(Source data)
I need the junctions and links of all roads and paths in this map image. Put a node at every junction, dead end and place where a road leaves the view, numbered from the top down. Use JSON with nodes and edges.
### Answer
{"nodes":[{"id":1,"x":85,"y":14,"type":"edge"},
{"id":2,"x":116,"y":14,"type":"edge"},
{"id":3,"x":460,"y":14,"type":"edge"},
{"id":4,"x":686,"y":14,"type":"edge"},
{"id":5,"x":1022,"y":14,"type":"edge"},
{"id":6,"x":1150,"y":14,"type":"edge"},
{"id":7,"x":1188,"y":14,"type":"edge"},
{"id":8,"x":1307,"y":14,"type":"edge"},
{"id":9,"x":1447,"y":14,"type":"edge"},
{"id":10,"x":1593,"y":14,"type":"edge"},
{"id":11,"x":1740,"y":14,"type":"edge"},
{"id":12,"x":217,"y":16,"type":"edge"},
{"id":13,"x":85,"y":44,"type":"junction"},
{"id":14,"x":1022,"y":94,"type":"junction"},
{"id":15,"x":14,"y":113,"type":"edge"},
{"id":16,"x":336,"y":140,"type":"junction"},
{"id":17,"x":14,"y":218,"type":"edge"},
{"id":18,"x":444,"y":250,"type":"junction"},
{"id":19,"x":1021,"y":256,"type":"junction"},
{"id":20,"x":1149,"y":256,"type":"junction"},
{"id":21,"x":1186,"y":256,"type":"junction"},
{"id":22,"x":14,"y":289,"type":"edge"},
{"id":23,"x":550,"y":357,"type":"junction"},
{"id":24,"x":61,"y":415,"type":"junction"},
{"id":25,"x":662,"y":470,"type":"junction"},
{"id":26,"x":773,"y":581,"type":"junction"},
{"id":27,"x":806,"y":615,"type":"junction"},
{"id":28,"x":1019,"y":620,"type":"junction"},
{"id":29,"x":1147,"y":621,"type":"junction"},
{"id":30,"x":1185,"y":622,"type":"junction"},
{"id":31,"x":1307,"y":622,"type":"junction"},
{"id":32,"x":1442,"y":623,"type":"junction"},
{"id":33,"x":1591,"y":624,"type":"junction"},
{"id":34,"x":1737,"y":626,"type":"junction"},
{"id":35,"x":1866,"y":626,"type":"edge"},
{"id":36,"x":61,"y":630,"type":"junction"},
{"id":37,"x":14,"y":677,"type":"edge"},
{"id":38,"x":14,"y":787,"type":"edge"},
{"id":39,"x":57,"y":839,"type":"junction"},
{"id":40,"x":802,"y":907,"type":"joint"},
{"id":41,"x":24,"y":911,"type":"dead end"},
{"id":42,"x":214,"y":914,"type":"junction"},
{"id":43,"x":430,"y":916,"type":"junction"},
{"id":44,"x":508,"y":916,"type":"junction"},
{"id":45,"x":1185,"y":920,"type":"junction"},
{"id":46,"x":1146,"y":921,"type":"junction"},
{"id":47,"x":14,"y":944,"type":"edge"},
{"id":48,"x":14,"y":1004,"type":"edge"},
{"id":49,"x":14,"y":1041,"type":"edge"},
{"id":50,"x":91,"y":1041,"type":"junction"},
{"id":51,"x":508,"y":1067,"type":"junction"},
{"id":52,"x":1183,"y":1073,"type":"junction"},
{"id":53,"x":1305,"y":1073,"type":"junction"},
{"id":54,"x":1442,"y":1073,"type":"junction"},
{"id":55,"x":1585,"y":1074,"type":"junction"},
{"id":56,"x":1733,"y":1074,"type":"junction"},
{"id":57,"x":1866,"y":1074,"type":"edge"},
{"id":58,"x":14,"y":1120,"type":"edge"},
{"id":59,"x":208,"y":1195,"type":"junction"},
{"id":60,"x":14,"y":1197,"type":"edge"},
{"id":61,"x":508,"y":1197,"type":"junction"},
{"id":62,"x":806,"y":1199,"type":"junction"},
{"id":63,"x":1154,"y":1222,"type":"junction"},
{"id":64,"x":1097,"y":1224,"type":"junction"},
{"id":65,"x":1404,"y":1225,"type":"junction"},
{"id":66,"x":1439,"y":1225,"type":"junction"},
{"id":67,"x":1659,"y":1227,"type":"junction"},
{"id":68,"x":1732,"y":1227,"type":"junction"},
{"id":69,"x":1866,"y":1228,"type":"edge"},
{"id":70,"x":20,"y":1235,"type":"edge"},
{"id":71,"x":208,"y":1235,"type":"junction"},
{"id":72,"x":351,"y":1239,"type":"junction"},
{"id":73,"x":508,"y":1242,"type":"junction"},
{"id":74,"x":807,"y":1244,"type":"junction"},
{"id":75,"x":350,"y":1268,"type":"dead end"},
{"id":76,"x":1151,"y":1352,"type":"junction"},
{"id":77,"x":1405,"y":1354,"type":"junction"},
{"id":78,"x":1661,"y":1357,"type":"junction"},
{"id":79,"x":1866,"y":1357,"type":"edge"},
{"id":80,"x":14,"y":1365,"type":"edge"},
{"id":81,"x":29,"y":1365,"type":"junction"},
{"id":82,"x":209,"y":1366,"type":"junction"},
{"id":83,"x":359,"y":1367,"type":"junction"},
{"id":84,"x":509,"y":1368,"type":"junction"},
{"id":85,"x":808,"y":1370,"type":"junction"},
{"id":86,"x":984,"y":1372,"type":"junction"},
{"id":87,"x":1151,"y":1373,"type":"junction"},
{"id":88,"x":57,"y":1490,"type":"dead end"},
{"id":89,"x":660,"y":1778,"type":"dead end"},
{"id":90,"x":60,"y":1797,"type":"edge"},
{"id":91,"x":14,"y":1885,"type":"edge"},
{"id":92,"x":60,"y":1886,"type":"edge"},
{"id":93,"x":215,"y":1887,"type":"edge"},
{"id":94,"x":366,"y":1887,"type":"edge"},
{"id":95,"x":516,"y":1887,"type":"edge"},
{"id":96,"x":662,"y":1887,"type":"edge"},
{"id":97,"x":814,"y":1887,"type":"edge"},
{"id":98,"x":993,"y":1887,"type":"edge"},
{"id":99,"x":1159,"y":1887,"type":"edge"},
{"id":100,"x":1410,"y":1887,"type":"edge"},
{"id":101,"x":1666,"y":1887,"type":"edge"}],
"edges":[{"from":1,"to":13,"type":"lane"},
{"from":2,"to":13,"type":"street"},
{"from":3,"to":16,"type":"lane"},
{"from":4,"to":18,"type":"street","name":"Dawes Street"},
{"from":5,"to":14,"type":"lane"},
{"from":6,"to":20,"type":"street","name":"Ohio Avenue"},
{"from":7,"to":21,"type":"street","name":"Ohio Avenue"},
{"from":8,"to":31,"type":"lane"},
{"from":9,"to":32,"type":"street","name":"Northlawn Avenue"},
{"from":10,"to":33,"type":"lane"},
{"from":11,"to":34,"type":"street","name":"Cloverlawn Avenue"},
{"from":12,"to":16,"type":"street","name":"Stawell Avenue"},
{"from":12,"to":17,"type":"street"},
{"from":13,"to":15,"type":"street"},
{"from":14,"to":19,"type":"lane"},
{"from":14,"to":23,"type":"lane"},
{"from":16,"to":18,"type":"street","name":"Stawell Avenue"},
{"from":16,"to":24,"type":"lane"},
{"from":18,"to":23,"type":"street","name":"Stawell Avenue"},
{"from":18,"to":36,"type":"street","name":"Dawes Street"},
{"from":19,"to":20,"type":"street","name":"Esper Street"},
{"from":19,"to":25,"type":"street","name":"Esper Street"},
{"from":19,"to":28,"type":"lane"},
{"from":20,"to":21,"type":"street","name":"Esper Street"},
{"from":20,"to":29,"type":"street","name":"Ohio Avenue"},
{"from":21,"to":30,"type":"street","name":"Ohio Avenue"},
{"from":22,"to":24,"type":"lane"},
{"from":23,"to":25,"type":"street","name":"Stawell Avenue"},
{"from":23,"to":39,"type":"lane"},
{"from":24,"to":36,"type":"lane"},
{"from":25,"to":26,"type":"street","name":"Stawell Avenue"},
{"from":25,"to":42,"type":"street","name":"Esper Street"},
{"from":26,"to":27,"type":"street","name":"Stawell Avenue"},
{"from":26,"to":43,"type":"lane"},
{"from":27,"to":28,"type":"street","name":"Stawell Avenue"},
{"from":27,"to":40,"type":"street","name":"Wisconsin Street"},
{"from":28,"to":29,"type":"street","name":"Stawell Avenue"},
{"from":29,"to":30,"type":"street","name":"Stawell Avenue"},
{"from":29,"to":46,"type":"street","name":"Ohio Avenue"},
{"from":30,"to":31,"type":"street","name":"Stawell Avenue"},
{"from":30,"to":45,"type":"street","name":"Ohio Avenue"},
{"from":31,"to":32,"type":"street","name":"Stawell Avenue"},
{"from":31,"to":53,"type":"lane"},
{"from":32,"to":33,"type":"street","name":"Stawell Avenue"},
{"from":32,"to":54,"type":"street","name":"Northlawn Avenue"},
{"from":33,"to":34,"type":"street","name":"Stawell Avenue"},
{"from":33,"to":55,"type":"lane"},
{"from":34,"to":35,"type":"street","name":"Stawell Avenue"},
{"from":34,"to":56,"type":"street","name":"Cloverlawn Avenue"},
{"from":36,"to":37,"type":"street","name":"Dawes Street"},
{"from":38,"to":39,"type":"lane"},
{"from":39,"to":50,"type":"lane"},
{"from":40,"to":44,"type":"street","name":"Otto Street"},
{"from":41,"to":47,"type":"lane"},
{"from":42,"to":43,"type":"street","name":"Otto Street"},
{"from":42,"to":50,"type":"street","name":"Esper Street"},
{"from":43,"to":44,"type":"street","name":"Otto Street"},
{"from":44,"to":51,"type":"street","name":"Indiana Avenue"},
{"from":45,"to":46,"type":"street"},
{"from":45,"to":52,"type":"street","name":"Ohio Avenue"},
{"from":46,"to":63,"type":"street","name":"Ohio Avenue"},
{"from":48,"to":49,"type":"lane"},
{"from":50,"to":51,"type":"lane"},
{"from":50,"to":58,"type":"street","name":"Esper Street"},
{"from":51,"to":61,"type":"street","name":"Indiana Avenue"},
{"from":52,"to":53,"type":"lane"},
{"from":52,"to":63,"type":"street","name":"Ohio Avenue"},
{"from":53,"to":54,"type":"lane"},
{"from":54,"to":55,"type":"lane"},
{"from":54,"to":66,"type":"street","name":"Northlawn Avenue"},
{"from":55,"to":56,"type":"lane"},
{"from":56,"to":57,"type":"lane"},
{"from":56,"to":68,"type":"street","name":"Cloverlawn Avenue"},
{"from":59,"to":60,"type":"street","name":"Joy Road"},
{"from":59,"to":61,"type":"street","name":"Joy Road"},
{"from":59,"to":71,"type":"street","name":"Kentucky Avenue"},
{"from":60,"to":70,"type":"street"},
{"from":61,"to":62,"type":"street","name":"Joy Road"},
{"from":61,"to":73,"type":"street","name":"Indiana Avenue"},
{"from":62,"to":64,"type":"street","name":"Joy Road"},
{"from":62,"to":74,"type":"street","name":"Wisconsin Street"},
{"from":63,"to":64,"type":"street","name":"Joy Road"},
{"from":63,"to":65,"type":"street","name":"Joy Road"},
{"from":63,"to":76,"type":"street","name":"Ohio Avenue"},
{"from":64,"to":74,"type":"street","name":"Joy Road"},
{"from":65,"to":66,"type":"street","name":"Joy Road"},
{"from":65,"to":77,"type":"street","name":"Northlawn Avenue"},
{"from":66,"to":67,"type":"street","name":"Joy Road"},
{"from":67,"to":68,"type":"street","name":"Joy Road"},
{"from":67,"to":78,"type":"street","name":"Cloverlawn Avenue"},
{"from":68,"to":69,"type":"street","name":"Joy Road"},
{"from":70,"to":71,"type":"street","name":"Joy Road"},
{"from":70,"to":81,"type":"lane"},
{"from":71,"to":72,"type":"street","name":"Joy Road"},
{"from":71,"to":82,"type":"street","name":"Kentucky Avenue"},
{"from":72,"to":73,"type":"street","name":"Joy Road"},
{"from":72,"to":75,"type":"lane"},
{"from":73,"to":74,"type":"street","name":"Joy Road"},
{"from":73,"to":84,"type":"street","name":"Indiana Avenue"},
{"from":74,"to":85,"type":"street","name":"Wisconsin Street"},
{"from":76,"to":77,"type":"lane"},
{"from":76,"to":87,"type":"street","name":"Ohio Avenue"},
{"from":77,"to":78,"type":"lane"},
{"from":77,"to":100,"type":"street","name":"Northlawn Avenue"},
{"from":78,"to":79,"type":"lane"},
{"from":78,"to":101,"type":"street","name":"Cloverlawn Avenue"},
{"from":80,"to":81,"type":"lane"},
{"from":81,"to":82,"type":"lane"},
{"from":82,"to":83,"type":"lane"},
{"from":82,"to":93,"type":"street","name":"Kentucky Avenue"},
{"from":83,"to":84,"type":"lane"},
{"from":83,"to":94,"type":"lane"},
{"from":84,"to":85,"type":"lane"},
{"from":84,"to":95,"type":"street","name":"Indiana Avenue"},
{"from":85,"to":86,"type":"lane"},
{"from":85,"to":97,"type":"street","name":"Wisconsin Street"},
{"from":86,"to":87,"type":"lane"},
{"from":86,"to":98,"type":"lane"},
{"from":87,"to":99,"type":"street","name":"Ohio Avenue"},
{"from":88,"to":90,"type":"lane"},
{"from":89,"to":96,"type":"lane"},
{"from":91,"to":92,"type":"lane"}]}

▶ _TASK DESCRIPTION_
What lines in the entries contain "Otto"? Report each one by copying it.

▶ _WRITTEN SOLUTION_
{"from":40,"to":44,"type":"street","name":"Otto Street"},
{"from":42,"to":43,"type":"street","name":"Otto Street"},
{"from":43,"to":44,"type":"street","name":"Otto Street"},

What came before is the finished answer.